French ATC strikes: week-long travel disruption confirmed
Posted on 06/03/201719 shares
Strikes threatened last week by French air traffic controllers have been confirmed and are already underway, taking place from 5am today until 7pm Friday. Consequent disruption is set to affect not only France but other European countries using French airspace.
Over 1,000 flights cancelled
A five-day strike by French air traffic controllers began at 5am this morning, and is set to last until 7pm on Friday. The industrial action will affect French domestic flights, with reverberations in the UK, Italy, Switzerland and Spain.
Control centres at Brest and Bordeau will be out of action for the coming week. The French Civil Aviation Authority (DGAC) has told airlines to reduce their forseen flight schedule by 25% this week. Air France, grappling with its own worker strikes from Tuesday to Thursday, has since cancelled 17% of domestic flights from Paris today , but will operate all long-haul flights, and 99% of short- and medium-haul routes.
Travel delays and disruptions will also affect British carriers flying to France or using French airspace. British Airways, which is also facing strikes by cabin crew this week, has cancelled 40 flights today, mostly between the UK and France, although six flights on the Heathrow-Barcelona link have been grounded.
Services to Milan, Zurich, Basel and Geneva could also see delays and cancellations, but the carrier is using larger aircraft to mitigate the disruption.
Ryanair, Europe's greatest passenger carrier, has already cancelled 44 flights. The airline's marketing director Kenny Jacobs said, "We call on the French Government and European Commission to take immediate action to prevent thousands of European consumers from having their travel plans disrupted by a tiny group of ATC unions going on strike.
"They cannot stand idly by and allow another summer of disruption and travel misery for European consumers to take place."

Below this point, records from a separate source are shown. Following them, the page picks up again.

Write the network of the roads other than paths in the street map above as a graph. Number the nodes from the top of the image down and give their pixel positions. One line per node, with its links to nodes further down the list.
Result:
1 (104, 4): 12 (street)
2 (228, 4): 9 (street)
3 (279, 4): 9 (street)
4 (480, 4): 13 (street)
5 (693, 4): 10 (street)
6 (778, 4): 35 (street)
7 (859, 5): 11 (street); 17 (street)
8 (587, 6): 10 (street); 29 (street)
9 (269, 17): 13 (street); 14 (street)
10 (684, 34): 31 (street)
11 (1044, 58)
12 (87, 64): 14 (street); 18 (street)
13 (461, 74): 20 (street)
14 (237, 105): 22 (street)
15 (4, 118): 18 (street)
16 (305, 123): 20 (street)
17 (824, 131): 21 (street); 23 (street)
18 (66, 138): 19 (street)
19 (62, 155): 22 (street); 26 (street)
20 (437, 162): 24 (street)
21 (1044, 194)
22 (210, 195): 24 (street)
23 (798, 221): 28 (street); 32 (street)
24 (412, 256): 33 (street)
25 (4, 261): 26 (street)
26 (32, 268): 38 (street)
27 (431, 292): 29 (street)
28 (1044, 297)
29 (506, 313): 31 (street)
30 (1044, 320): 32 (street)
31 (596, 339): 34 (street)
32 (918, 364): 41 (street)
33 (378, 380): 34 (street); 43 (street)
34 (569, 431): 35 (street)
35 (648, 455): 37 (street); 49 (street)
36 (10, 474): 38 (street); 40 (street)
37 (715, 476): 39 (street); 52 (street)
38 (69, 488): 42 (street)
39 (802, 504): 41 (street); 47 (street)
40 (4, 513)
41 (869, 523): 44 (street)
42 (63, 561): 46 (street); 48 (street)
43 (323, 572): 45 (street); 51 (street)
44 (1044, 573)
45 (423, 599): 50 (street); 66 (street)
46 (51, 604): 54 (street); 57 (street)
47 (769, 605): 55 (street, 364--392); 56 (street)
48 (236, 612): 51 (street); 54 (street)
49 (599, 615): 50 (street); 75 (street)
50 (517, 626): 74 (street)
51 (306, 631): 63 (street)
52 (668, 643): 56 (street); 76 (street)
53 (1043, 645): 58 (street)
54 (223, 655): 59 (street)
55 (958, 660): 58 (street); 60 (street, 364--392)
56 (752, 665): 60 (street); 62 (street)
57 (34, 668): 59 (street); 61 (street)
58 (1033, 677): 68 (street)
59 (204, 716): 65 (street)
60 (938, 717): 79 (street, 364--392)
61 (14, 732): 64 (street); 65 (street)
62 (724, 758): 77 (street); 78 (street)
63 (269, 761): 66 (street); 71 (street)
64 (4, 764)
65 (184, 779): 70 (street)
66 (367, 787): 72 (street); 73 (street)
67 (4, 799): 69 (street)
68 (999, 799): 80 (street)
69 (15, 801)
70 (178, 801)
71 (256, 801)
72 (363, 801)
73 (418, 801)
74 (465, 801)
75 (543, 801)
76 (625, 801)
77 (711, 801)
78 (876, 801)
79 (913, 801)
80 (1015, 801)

EasyJet said it was working to minimise the impact of the strike but, like other airlines flying to and from France, there will be cancellations and potential delays. A spokesperson for the airline said, "Although this situation is outside of our control, we do understand that it can be very frustrating situation for all customers travelling."
In an attempt to ease disruption, British Airways has introduced a more flexible rebooking policy. Affected travellers are able to reschedule flights with no penalty.
This week's action from French air traffic controllers marks the first strike of the year from this sector. But if trends from past years continue, it could be the first of many strikes called by the country's air traffic controllers, meaning millions of pounds will be lost in revenue and extra costs for the airlines affected.
The strike seeks to contest wage and rota-related issues. French air traffic controllers argue that their German counterparts earn a better wage for less work.